Esas No: 2022/4023
Karar No: 2022/5779
Karar Tarihi: 16.05.2022
Yargıtay 12. Hukuk Dairesi 2022/4023 Esas 2022/5779 Karar Sayılı İlamı
12. Hukuk Dairesi 2022/4023 E. , 2022/5779 K.Özet:
Bir davanın vekil aracılığıyla takip edilmesinde vekilin davaya vekâlet ehliyetine sahip olması ve usulüne uygun düzenlenmiş bir vekâletnamesinin bulunması dava şartıdır. Mahkeme, vekalet ehliyeti ve vekilin vekaletnamesinin bulunup bulunmadığının mahkemece re'sen gözetilmesi gerekir. Vekâletnamesinin aslı veya onaylı örneği vermeyen avukat, dava açamaz ve yargılamayla ilgili hiçbir işlem yapamaz. Şu kadar ki, gecikmesinde zarar doğabilecek hâllerde mahkeme, vereceği kesin süre içinde vekâletnamesini getirmek koşuluyla avukatın dava açmasına veya usul işlemlerini yapmasına izin verebilir. Kararda 6100 sayılı Hukuk Muhakemeleri Kanunu'nun 114/1-f ve 115, İİK'nin 364/2. maddesi gibi kanun maddelerine referans verilmiştir.
"İçtihat Metni"
MAHKEMESİ : ... Bölge Adliye Mahkemesi 8. Hukuk Dairesi
Yukarıda tarih ve numarası yazılı Bölge Adliye Mahkemesince verilen kararın müddeti içinde temyizen tetkiki borçlu tarafından istenmesi üzerine bu işle ilgili dosya daireye gönderilmiş olup, dava dosyası için Tetkik Hâkimi ... tarafından düzenlenen rapor dinlendikten ve dosya içerisindeki tüm belgeler okunup incelendikten sonra işin gereği görüşülüp düşünüldü :
6100 sayılı Hukuk Muhakemeleri Kanunu'nun 114/1-f maddesi uyarınca; vekil aracılığıyla takip edilen davalarda, vekilin davaya vekâlet ehliyetine sahip olması ve usulüne uygun düzenlenmiş bir vekâletnamesinin bulunması dava şartıdır. Bu nedenle, davaya vekalet ehliyeti ve vekilin vekaletnamesinin bulunup bulunmadığının mahkemece re'sen gözetilmesi gerekir. Aynı Kanunun 115. maddesi gereğince, Mahkeme, dava şartı noksanlığını tespit ederse davanın usulden reddine karar verir. Ancak, dava şartı noksanlığının giderilmesi mümkün ise bunun tamamlanması için kesin süre verir. Bu süre içinde dava şartı noksanlığı giderilmemişse davayı dava şartı yokluğu sebebiyle usulden reddeder.

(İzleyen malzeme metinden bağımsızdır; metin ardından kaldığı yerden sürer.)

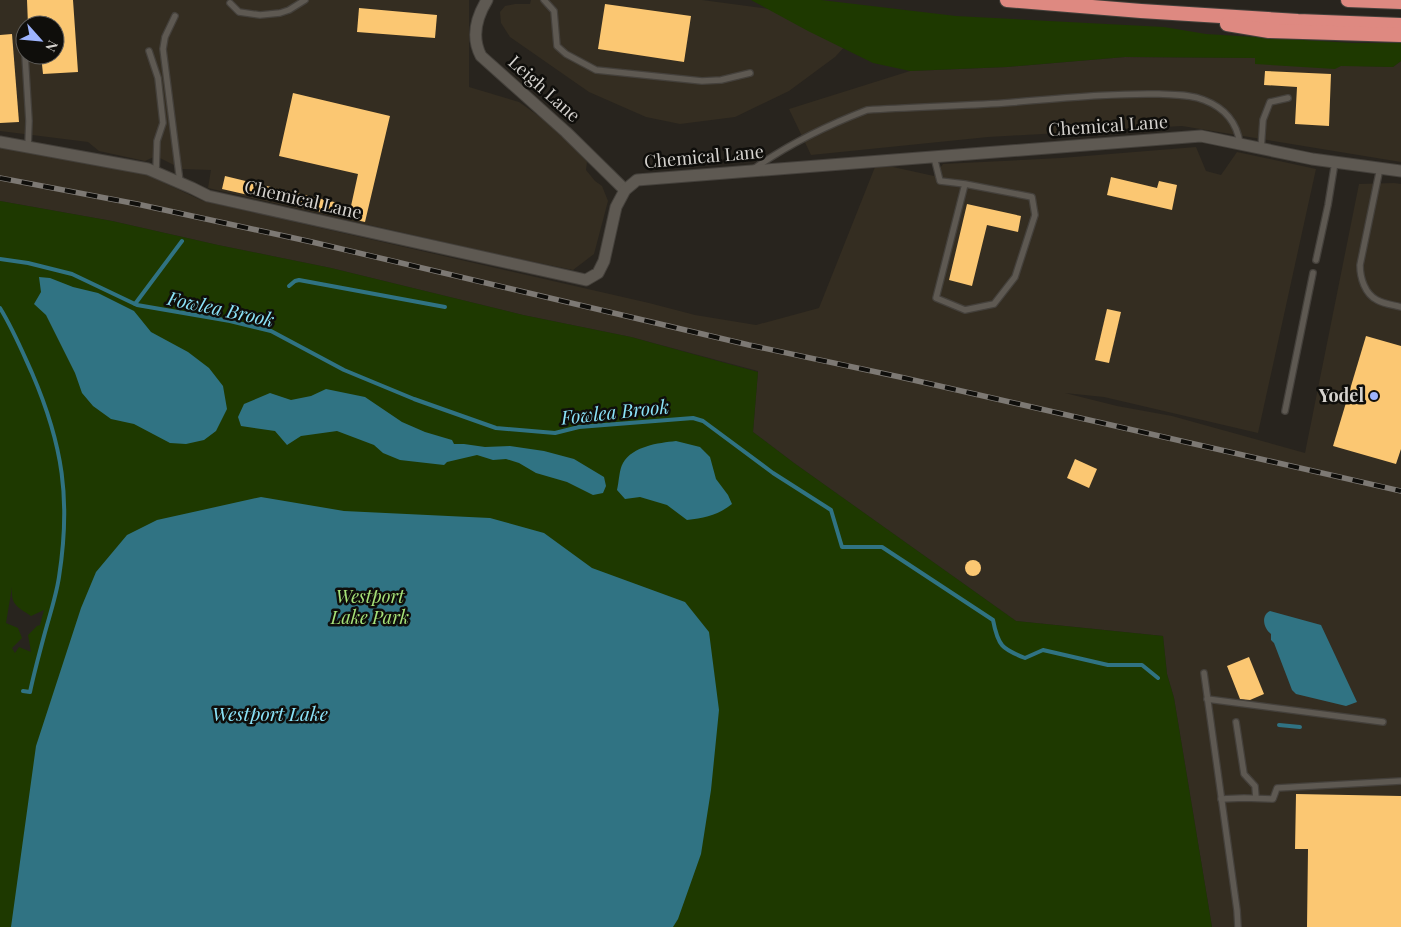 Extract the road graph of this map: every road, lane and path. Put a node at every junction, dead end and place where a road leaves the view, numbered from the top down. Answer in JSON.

6100 sayılı HMK’nın 77. maddesi de, “Vekâletnamesinin aslını veya onaylı örneğini vermeyen avukat, dava açamaz ve yargılamayla ilgili hiçbir işlem yapamaz. Şu kadar ki, gecikmesinde zarar doğabilecek hâllerde mahkeme, vereceği kesin süre içinde vekâletnamesini getirmek koşuluyla avukatın dava açmasına veya usul işlemlerini yapmasına izin verebilir. Bu süre içinde vekâletname verilmez veya asıl taraf yapılan işlemleri kabul ettiğini dilekçeyle mahkemeye bildirmez ise dava açılmamış veya gerçekleştirilen işlemler yapılmamış sayılır.” hükmünü içermektedir.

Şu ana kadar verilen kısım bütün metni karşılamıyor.